Potomac “If you could start your own business — any business you wanted, what would you choose?” asked teacher Barbara Haas to her class of 4-year-olds at Potomac Nursery School. The question prompted answers from the children of “I would have a business where I could take care of animals” to “I would want to make delicious food for people.” Some wanted to become home builders, doctors or fire-fighters; others wanted to become lawyers to help other people.
But the idea of entrepreneurship — and starting your own business became a reality to each of the children as Haas read them a book written by Potomac resident Brian Cunningham.
After the reading, Cunningham addressed the children, telling them about his own entrepreneurship experiences and describing why he decided to put his ideas into a book for pre-schoolers. “I was a physicist, then a salesman and a CEO of a company. Now I’m a writer of books,” said Cunningham.
“Camila’s Lemonade Stand” is the first in a series of six early learning career guides for Pre-K kids that will eventually be part of a comprehensive preschool to college career discovery program. The book demonstrates how ingenuity and perseverance help Camila to launch her lemonade business and to endure through creativity even when problems arise. The illustrations by Lizzy Duncan capture the attention of children while the dialogue teaches them entrepreneurial principles.
After Haas finished reading the book, she highlighted one of the important messages of the book, “Never give up.” The children agreed that they needed to work hard like Camila did — and not give up like Camila’s friends Jaden and Beth. Jaden and Beth had opened a cookie stand and an ice cream stand, right next to Camila’s lemonade stand. However, when it started to rain and the sun got too hot, their businesses had problems, so Camila acquired them, protecting the cookies from the rain and turning the melted ice cream into milkshakes.
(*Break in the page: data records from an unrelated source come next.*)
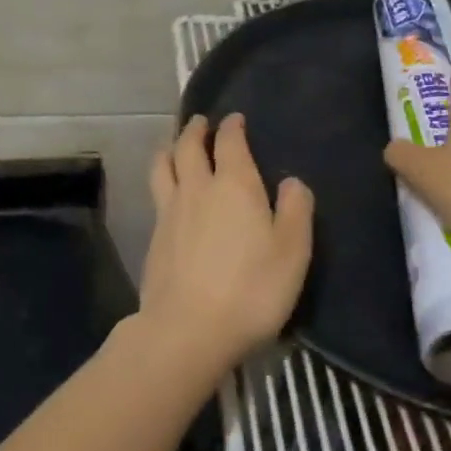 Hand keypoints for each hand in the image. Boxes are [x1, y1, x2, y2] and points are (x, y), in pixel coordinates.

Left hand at [140, 113, 313, 376]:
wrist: (188, 331)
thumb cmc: (251, 289)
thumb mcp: (292, 252)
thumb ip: (296, 211)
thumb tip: (292, 182)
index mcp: (235, 185)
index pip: (230, 142)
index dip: (232, 127)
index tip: (235, 119)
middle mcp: (198, 188)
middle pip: (189, 147)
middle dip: (195, 130)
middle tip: (200, 122)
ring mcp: (170, 212)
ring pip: (163, 167)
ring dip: (170, 149)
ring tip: (174, 145)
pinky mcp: (154, 239)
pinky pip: (156, 195)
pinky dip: (162, 181)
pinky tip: (167, 193) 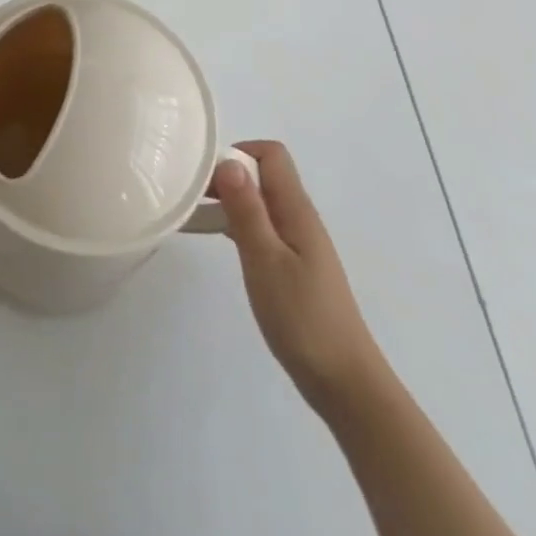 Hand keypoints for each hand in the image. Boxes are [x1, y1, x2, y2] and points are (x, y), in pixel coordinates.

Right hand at [212, 141, 382, 411]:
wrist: (344, 382)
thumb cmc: (302, 318)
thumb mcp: (265, 260)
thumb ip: (247, 210)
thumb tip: (228, 161)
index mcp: (296, 209)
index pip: (271, 154)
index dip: (238, 152)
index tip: (206, 175)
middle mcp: (299, 217)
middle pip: (264, 174)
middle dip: (227, 175)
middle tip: (191, 194)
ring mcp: (298, 242)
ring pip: (261, 201)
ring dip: (230, 199)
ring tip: (195, 213)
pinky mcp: (293, 265)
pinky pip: (262, 226)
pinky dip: (238, 224)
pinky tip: (219, 240) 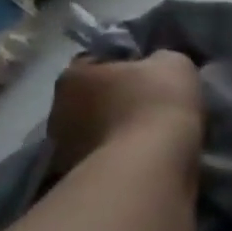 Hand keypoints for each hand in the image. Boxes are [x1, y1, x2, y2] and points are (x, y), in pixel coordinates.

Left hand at [47, 52, 202, 175]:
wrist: (150, 163)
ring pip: (95, 126)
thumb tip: (155, 65)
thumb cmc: (159, 102)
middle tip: (152, 104)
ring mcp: (62, 142)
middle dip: (117, 98)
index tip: (152, 74)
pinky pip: (100, 153)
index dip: (126, 64)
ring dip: (116, 127)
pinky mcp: (74, 172)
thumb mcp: (174, 63)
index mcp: (75, 73)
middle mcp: (57, 104)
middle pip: (93, 95)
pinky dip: (117, 151)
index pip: (98, 60)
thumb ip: (160, 58)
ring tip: (149, 133)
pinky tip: (142, 154)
The children were excited to meet an author. Cunningham sat with them and answered their questions about the book. When asked why he decided to become an author, he said, “I wanted to help children to understand and think about what they want to be when they grow up — and also to explore the idea of starting a business. You can be whatever you want to be — just commit yourself to working hard. Always say, ‘I’m going to do it. I’ll keep working until I’m successful.’”
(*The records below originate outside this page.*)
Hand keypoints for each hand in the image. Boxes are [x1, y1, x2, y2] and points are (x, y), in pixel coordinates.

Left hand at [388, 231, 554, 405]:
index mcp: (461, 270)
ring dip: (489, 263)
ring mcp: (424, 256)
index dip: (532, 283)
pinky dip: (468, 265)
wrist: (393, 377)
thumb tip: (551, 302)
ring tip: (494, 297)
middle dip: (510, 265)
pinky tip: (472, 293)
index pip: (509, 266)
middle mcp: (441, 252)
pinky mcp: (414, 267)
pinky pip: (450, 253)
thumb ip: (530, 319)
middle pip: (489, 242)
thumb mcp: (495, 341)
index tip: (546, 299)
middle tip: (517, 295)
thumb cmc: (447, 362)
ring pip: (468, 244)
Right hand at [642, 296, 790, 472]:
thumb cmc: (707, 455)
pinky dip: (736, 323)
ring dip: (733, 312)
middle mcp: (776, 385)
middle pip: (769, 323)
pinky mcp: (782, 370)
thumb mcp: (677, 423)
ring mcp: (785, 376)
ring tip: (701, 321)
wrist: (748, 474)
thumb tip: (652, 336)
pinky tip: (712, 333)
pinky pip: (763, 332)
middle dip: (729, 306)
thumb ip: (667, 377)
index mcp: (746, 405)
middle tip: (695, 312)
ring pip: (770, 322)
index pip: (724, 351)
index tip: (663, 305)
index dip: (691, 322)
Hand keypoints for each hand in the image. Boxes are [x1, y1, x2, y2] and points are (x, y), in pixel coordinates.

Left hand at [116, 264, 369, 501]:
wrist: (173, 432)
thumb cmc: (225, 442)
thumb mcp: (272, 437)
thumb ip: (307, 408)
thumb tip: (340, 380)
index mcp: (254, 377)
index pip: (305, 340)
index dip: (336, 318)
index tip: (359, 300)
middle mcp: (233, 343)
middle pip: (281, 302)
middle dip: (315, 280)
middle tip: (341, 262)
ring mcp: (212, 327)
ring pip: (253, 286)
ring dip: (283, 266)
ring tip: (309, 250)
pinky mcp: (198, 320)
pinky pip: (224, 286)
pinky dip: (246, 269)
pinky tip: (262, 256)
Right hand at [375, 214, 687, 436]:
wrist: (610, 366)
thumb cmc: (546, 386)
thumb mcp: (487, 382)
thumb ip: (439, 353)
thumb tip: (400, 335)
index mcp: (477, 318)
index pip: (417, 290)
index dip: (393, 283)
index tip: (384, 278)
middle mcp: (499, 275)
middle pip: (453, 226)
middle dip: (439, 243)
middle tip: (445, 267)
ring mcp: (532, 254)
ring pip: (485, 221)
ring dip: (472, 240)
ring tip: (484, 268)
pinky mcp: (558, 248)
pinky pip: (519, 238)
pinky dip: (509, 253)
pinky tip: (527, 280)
“Discover a path where your passions can shine” is another central message of “Camila’s Lemonade Stand.” The book also includes questions for children to think about after they read the book: “Why would you start a business? What would you like to sell? Who could help you? What would you need to prepare for? What might go wrong? How could you fix it?”
“I think the book is a fabulous way to introduce career exploration to young children,” said Haas. “We are planning to read it again when we set up our own lemonade stand in the classroom. I’m pleased that the children have the opportunity to start thinking about their futures.”